Rozmyślania i Bal

460 38 5
                                    

Loki pov.

Od nieudanej misji w RPA minęło osiem dni. Od tamtej pory jakoś wzięliśmy się w garść po porażce i zaczęliśmy normalnie funkcjonować. Stark stale dzielił się informacjami na temat stanu zdrowia Mili. Jej obrażenia były na tyle poważne, że konieczna była natychmiastowa operacja w okolicach jej kręgosłupa. Teraz była pod narkozą, ale kiedy zostanie wybudzona to zależy od szybkości gojenia się jej rany w plecach. Nie odwiedzałem jej, bo się zwyczajnie bałem. Nie wiem czego. Była półboginią. Te gorsze obrażenia powinny znacznie szybciej się goić niż u zwykłego Midgardczyka. Zapewne to przykuje uwagę jej doktora w szpitalu.

Mimo wszystko wciąż się o nią martwiłem. Była jedną z najbliższych mi osób w całym życiu. Nie chciałem jej tracić, to by za bardzo bolało. Bardzo w sensie psychicznym. Nasze dusze były ze sobą splecione a to tylko nasilało przywiązanie. Gdyby jedno z nas umarło... Drugie jeśli byłoby słabe psychicznie mogłoby tego nie znieść. Ze znajomych mi przypadków innych ludzi wiedziałem, że to straszne cierpienie. Opisywano to jako okropne uczucie pustki i ogromnej rany w duszy. Rozerwanie, rozdarcie i chęć dołączenia do utraconej drugiej cząstki. W naszym przypadku byłoby dodatkowo zranione serce z powodu uczucia, którym się wzajemnie obdarzyliśmy.

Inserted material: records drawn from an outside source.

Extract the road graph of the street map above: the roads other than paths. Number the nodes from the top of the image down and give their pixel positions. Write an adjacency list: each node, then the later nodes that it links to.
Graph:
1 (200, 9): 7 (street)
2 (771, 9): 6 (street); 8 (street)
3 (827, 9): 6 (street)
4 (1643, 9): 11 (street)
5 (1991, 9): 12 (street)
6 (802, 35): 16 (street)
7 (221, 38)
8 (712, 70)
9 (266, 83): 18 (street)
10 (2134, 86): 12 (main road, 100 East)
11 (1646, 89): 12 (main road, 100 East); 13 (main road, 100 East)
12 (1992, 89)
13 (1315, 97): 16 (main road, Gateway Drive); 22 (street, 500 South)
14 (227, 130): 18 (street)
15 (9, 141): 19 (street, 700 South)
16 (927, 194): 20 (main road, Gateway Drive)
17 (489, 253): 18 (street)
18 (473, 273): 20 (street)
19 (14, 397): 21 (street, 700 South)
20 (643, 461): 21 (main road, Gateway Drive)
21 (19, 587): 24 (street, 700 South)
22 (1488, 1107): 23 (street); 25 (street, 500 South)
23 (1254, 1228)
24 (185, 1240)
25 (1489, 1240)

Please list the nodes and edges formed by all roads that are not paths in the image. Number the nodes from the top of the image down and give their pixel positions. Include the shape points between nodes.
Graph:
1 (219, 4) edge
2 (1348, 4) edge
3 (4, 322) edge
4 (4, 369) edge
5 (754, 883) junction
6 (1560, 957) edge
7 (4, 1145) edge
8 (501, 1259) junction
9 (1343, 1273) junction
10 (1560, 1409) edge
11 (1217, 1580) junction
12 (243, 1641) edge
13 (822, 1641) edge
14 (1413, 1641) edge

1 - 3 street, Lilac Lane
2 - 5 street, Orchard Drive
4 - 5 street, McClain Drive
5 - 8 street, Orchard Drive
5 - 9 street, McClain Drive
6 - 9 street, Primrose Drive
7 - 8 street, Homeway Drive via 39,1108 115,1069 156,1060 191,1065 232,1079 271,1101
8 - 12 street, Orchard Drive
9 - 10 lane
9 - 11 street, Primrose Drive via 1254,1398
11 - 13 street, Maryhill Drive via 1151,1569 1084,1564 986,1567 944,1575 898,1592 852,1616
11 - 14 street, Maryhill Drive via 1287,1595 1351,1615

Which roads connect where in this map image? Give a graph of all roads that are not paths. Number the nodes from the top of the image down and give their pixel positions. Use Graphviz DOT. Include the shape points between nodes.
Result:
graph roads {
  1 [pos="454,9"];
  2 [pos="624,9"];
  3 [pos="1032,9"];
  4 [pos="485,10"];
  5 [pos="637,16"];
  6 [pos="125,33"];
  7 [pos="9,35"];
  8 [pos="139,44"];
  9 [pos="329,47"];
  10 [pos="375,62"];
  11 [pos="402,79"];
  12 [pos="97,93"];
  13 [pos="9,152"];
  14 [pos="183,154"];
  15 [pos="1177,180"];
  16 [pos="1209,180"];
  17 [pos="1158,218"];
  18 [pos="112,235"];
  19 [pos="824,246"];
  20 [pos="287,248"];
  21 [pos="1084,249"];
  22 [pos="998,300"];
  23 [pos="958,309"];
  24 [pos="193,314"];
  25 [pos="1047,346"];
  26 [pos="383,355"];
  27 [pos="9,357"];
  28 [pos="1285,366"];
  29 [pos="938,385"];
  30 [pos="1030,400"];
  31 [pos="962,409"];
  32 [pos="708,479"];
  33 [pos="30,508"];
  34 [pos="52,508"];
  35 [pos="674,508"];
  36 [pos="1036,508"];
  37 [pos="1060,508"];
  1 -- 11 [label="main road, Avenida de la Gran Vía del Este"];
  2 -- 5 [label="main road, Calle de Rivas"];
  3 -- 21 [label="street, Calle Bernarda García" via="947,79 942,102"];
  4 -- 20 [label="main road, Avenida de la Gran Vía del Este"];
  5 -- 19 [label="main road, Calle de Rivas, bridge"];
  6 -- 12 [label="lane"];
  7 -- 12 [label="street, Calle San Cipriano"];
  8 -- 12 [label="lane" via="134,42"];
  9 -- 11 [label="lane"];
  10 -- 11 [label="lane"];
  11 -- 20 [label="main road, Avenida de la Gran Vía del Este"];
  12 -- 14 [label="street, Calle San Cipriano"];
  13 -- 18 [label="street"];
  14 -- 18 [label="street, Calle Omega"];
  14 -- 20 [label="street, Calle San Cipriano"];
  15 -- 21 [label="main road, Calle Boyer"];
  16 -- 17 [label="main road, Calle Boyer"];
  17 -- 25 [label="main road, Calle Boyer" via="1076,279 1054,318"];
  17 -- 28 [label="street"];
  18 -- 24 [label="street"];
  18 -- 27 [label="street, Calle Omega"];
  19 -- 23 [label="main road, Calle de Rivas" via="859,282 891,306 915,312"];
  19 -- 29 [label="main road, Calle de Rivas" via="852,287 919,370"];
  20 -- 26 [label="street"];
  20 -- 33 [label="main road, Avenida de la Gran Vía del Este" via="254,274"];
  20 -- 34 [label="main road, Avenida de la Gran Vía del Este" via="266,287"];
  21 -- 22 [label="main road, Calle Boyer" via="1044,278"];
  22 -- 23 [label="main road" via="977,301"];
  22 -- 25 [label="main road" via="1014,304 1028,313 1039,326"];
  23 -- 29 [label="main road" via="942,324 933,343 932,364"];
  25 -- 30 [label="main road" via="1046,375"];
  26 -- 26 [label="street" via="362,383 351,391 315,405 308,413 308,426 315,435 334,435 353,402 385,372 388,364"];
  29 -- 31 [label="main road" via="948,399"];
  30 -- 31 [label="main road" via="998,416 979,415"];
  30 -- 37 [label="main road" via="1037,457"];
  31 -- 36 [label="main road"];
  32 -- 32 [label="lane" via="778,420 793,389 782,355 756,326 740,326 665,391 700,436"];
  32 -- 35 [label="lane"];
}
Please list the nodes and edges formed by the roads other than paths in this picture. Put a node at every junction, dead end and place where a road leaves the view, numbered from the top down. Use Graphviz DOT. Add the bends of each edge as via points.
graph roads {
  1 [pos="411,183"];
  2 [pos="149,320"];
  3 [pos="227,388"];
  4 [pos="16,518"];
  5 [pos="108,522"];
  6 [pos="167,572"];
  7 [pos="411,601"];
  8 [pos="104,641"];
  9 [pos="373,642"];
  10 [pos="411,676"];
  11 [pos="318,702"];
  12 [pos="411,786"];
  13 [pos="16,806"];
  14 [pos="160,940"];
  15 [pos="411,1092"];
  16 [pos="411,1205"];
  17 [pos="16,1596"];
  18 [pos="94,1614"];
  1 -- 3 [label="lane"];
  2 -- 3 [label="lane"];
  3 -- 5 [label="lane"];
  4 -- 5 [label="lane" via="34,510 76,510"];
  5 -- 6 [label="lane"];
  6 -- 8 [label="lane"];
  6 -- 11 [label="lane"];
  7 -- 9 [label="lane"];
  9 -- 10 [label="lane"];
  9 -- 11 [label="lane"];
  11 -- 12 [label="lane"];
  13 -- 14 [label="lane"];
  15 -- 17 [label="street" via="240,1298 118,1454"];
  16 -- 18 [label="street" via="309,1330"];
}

To wszystko mnie trochę przerażało. Nie wiem w jaki sposób ja bym zareagował na śmierć Mili. Nie wiem... Czy pociągnąłbym długo. Ona nadała mi nowy sens w życiu a to co robię teraz, chociażby dowodzenie Drużyną Straceńców to tylko poboczne działania, które pomogą mi się zrehabilitować.

Wyrządziłem zbyt wiele złego. Musiałem w końcu zaprzestać i tworzyć coś dobrego.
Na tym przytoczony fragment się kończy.